False profits and finding meaning in life.

9781517903633

BY JAMES TYNER

On May 12, 2020, during a Senate Health Committee hearing, Senator Rand Paul (R-KY) questioned Dr. Anthony Fauci about the ongoing Covid-19 pandemic and efforts to ‘reopen’ the U.S. economy. Paul’s frontal attack on Fauci, Director of the National Institute of Allergy and Infectious Diseases, was part of a concerted effort among many Republican politicians to marshal public support for the Trump administration to bypass scientific expertise and downplay the pandemic. During his remarks, Paul asserted: “I don’t think you’re the end-all. I don’t think you’re the one person who gets to make a decision. We can listen to your advice, but there are people on the other side saying there’s not going to be a surge [in infection] and that we can safely open the economy.” Importantly, Paul’s comments were premised on the (unproven) notion that children are less vulnerable to the viral disease, and that it makes no sense to continue to shutter schools in a slowing economy.
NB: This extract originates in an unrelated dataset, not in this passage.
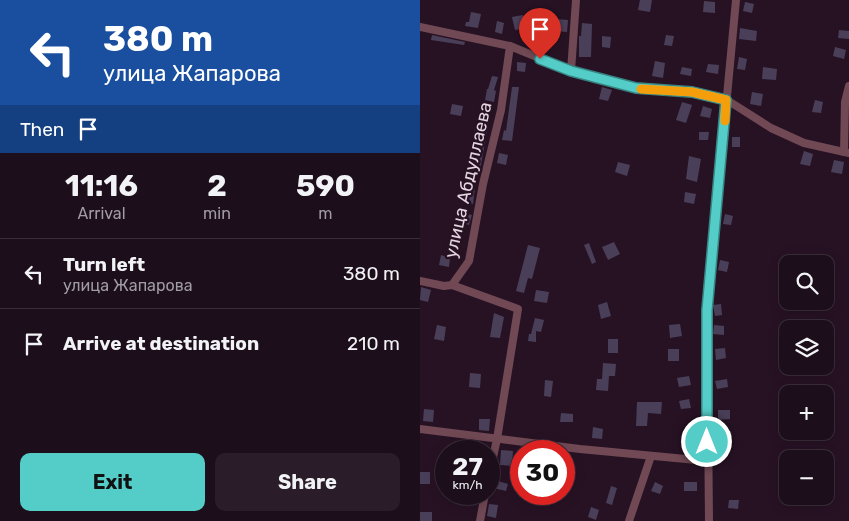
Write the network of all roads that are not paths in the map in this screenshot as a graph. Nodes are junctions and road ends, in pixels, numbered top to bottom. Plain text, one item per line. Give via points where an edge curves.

In response, Fauci warned that much was not known about the virus, that scientists were learning new information on a near-daily basis about the disease, and cautioned that we should not be cavalier in our response to the pandemic, especially as it relates to the health and welfare of our children.
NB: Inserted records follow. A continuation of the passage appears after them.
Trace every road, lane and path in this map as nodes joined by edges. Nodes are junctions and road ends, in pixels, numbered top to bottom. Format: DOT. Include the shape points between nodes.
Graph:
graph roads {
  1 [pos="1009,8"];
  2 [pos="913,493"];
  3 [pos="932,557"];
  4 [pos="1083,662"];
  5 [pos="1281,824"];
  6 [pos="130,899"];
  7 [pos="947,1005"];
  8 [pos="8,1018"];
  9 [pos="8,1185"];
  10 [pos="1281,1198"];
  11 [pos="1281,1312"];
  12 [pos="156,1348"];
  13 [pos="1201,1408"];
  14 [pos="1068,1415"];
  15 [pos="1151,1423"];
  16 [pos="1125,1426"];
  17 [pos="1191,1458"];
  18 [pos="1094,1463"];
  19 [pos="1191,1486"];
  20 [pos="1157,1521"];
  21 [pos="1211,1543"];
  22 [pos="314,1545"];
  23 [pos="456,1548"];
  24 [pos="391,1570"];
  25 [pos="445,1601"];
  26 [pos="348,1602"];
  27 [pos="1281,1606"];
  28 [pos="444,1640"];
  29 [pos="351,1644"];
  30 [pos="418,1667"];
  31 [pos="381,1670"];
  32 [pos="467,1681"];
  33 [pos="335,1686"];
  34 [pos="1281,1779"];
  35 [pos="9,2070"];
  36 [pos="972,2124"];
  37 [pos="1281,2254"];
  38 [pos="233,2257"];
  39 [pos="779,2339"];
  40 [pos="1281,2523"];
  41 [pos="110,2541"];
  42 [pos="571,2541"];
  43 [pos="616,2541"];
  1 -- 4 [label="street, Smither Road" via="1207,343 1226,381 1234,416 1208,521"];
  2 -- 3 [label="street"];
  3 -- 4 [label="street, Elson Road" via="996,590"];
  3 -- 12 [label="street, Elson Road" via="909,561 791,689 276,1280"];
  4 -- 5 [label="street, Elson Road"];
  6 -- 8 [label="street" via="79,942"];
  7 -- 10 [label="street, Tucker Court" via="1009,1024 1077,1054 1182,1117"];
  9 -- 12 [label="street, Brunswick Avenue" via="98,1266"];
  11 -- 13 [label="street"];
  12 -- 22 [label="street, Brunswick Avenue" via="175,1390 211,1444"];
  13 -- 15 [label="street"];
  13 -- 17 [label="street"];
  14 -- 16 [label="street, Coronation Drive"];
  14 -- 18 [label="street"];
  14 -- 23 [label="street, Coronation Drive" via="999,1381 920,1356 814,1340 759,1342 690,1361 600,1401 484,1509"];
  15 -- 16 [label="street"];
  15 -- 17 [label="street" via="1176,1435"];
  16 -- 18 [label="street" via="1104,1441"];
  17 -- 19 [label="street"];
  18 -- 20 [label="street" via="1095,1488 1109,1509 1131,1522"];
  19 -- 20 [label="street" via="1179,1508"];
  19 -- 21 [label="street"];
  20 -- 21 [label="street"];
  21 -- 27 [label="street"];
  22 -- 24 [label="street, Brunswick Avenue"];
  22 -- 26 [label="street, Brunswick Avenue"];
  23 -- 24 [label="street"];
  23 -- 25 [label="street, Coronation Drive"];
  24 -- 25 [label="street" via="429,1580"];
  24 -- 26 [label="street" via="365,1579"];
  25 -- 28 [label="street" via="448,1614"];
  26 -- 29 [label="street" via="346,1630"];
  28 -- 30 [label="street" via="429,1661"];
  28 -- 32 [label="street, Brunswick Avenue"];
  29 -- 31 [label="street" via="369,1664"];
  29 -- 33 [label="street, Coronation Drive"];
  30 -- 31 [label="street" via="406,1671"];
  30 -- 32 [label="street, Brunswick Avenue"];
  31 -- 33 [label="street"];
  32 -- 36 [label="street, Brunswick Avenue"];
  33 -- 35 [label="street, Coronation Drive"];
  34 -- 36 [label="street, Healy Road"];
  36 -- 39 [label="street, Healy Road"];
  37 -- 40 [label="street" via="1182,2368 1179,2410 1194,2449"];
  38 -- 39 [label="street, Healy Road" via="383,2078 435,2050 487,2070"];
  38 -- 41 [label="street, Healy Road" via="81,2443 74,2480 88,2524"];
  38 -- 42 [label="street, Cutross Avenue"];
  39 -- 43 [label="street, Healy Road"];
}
The verbal exchange between Paul and Fauci provides interesting insight into the false dichotomy presented by Republicans and the Trump administration, notably their failure to recognize that the deepening economic crisis (more than 30 million out of work in the U.S.) is also a public health issue (with more than 80,000 lives already lost to the disease in the U.S.). On this score, many commentators have weighed in. Fareed Zakaria (2020), for example, explained in March (two months before Paul’s diatribe) that the Trump administration’s focus on economic responses to the pandemic—with talk of tax cuts and corporate bailouts—is important but misplaced, for the crisis confronting the United States (and the world) is not an economic crisis but a health-care crisis. Here, I want to follow a different albeit intersecting path, namely, a consideration of our ability to live meaningful lives not simply in the face of a viral pandemic but in capitalism itself.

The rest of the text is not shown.